The back-and-forth oscillation often indicates that bullish momentum will further diminish. From a daily perspective, the MACD green bars are decreasing, and the KDJ at 90 is crossing down, slowly transitioning overall toward bearishness. Looking at the 4-hour chart, the red bars below the zero axis are expanding, and the trading volume is shrinking, with KDJ gradually entering the oversold area.
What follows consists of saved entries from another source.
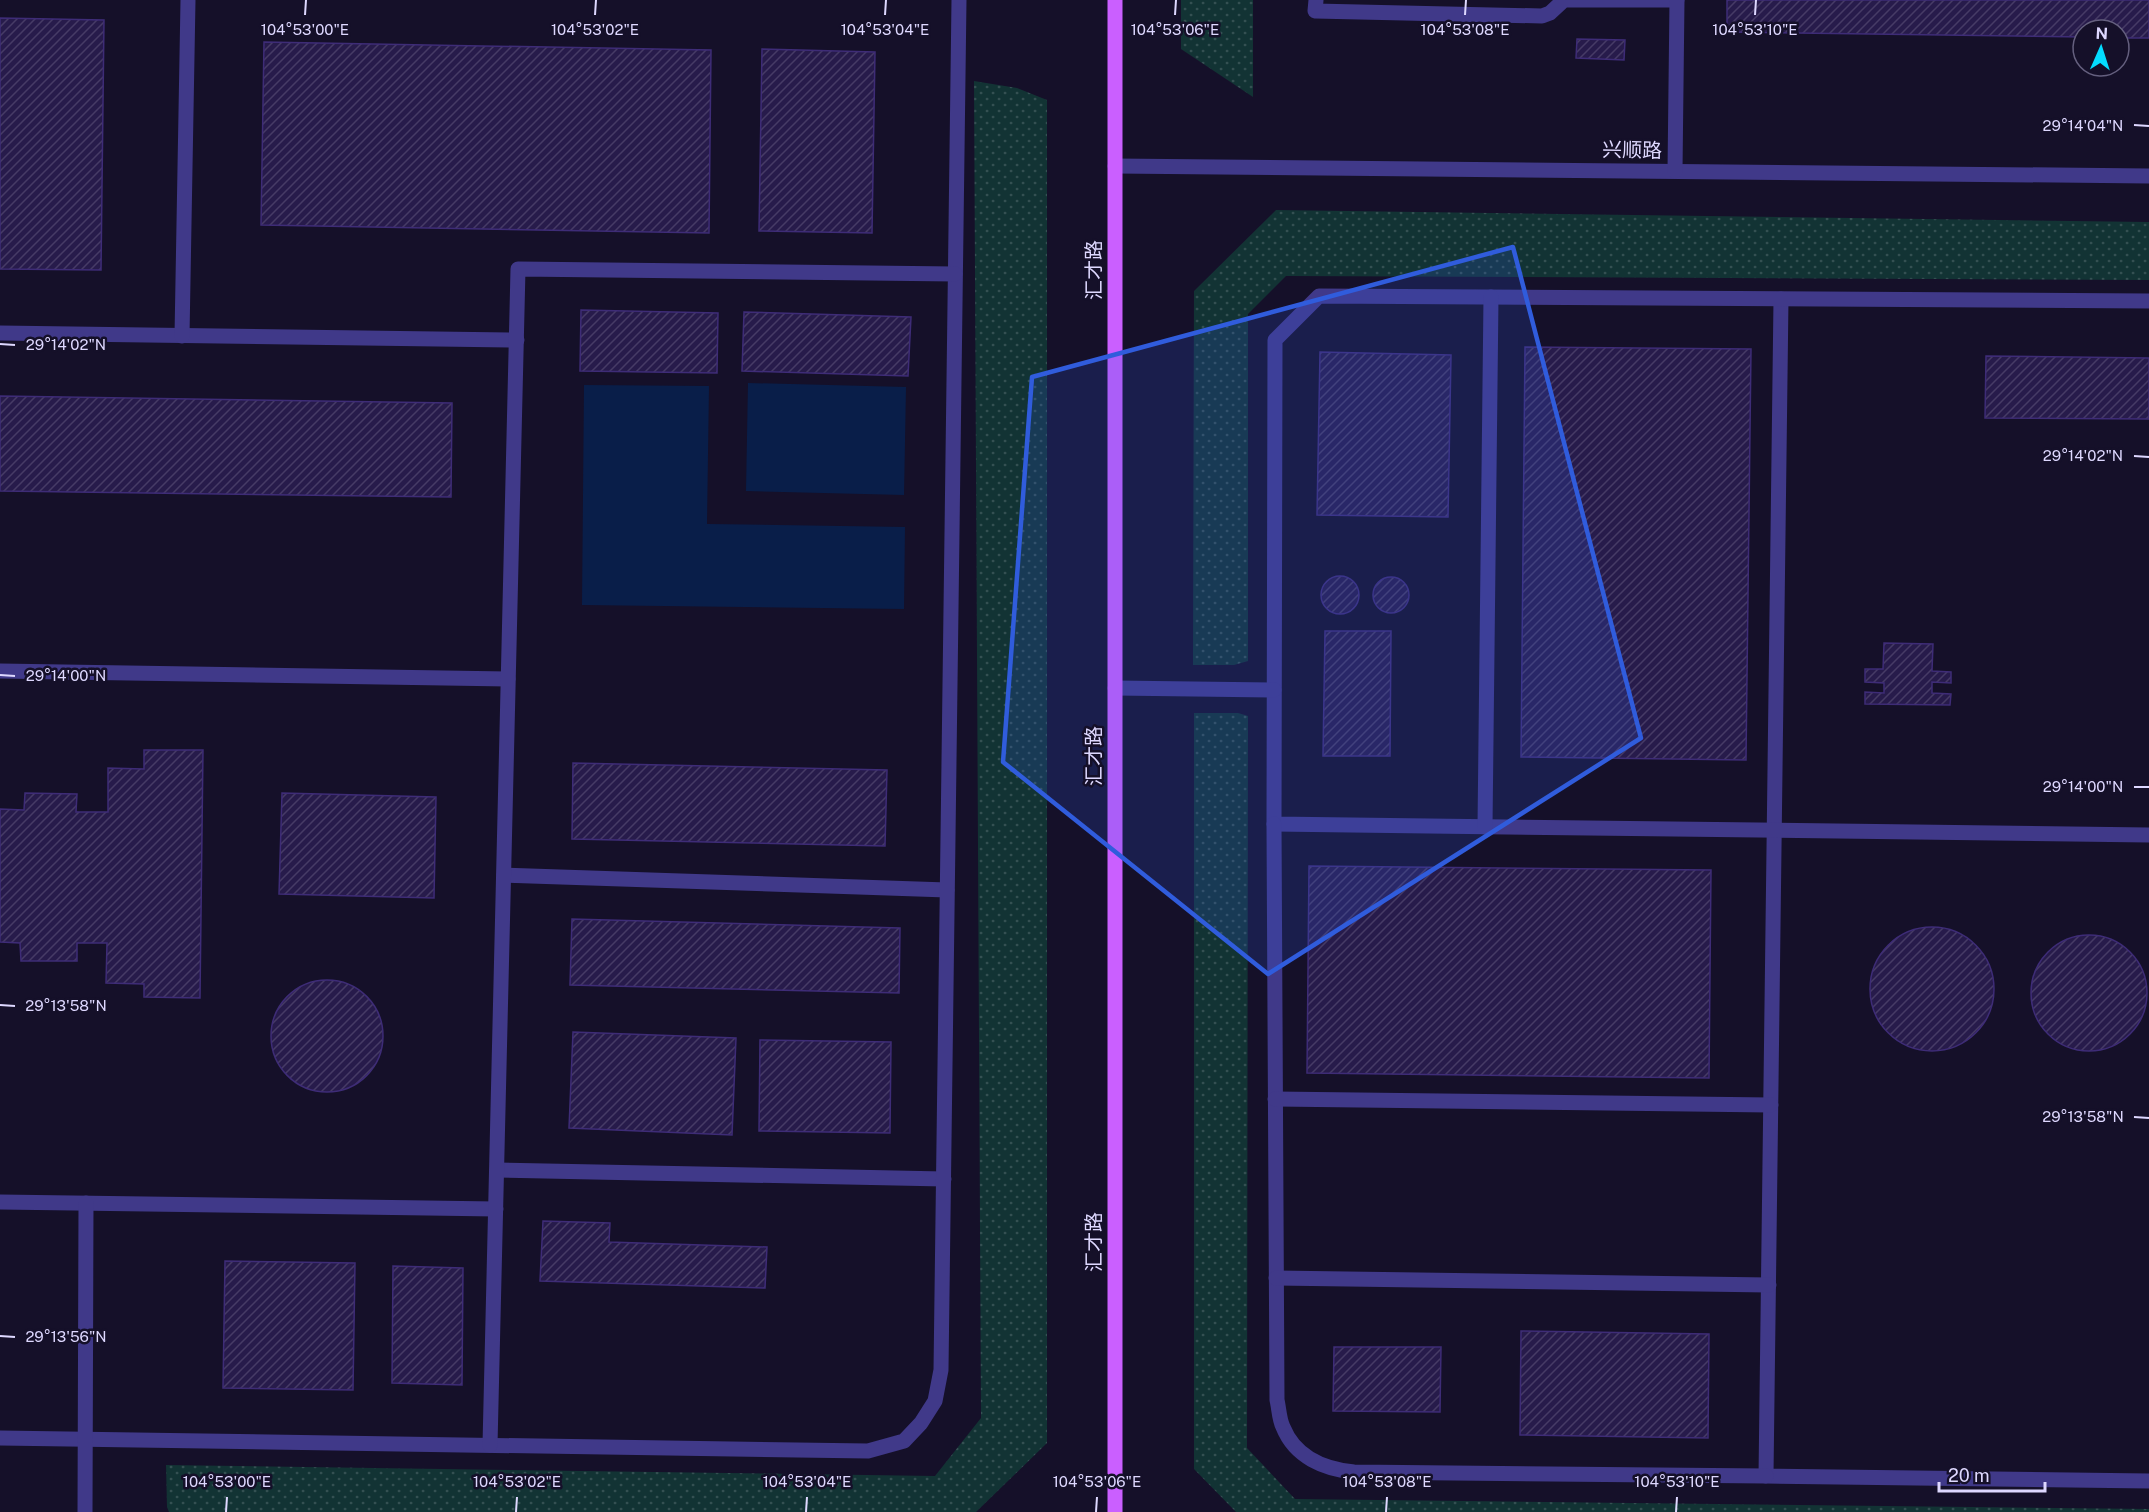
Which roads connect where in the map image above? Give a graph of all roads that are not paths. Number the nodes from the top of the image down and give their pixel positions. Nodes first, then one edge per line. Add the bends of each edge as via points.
1 (188, 0) edge
2 (959, 0) edge
3 (1115, 0) edge
4 (1316, 0) edge
5 (1677, 0) edge
6 (1115, 166) junction
7 (1675, 171) junction
8 (2149, 176) edge
9 (955, 274) junction
10 (1491, 297) junction
11 (1781, 299) junction
12 (2149, 301) edge
13 (0, 333) edge
14 (182, 336) junction
15 (517, 340) junction
16 (0, 671) edge
17 (508, 679) junction
18 (1115, 688) junction
19 (1274, 690) junction
20 (1274, 824) junction
21 (1485, 827) junction
22 (1775, 830) junction
23 (2149, 835) edge
24 (504, 874) junction
25 (947, 890) junction
26 (1275, 1100) junction
27 (1771, 1105) junction
28 (497, 1170) junction
29 (944, 1179) junction
30 (0, 1202) edge
31 (86, 1203) junction
32 (496, 1209) junction
33 (1276, 1278) junction
34 (1769, 1286) junction
35 (0, 1438) edge
36 (85, 1439) junction
37 (490, 1445) junction
38 (1766, 1476) junction
39 (2149, 1481) edge
40 (85, 1512) edge
41 (1115, 1512) edge

1 - 14 street
2 - 9 street
3 - 6 main road, 汇才路
4 - 5 street via 1316,11 1542,16 1564,0
5 - 7 street
6 - 7 street, 兴顺路
6 - 18 main road, 汇才路
7 - 8 street, 兴顺路
9 - 15 street via 518,269
9 - 25 street
10 - 11 street
10 - 19 street via 1319,296 1275,340
10 - 21 street
11 - 12 street
11 - 22 street
13 - 14 street
14 - 15 street
15 - 17 street
16 - 17 street
17 - 24 street
18 - 19 street
18 - 41 main road, 汇才路
19 - 20 street
20 - 21 street
20 - 26 street
21 - 22 street
22 - 23 street
22 - 27 street
24 - 25 street
24 - 28 street
25 - 29 street
26 - 27 street
26 - 33 street
27 - 34 street
28 - 29 street
28 - 32 street
29 - 37 street via 941,1370 935,1401 904,1441 868,1451
30 - 31 street
31 - 32 street
31 - 36 street
32 - 37 street
33 - 34 street
33 - 38 street via 1277,1400 1282,1427 1293,1447 1334,1470
34 - 38 street
35 - 36 street
36 - 37 street
36 - 40 street
38 - 39 street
Currently, there are no direct indicators from various metrics. Tonight, the only important data is the regular unemployment claims data and the April ISM Manufacturing PMI. These two data points are quite standard and should not cause major waves. The strategy remains to short near the upper boundary of the 92900-95500 range and go long near the lower boundary. If there is an increase in volume near the upper and lower boundaries, it is appropriate to expand the take-profit space. What constitutes a good market condition is not merely a significant drop in prices, but rather a market that oscillates with amplitude and range, where you can build up your account like this week. A market that experiences sharp rises and falls is difficult to grasp, my friends.

Yesterday, the overall volatility was calm. In the morning, we suggested positioning near 95000/1815 for shorts, targeting 92000/1750, capturing a space of 2000 dollars, and Ethereum at 65 dollars. In the evening, we suggested going long at 93000/1750, currently quoted at 94300/1795.

For established positions, continue to hold. Friends without positions can refer to the range strategy.

High short strategy:

Short at 94800-95300, aiming for 93700; if strong, look for 92000.

Long at 93500-94000; add to long at 93000, aiming for 95500; if breaking strongly, look for 97500, 98500.

Ethereum continues the 4-hour range strategy.

Short at 1820-1840, aiming for 1780; if breaking strongly, look for 1750.

Long at 1770, add to 1750, aiming for 1830; if strong, look for 1800.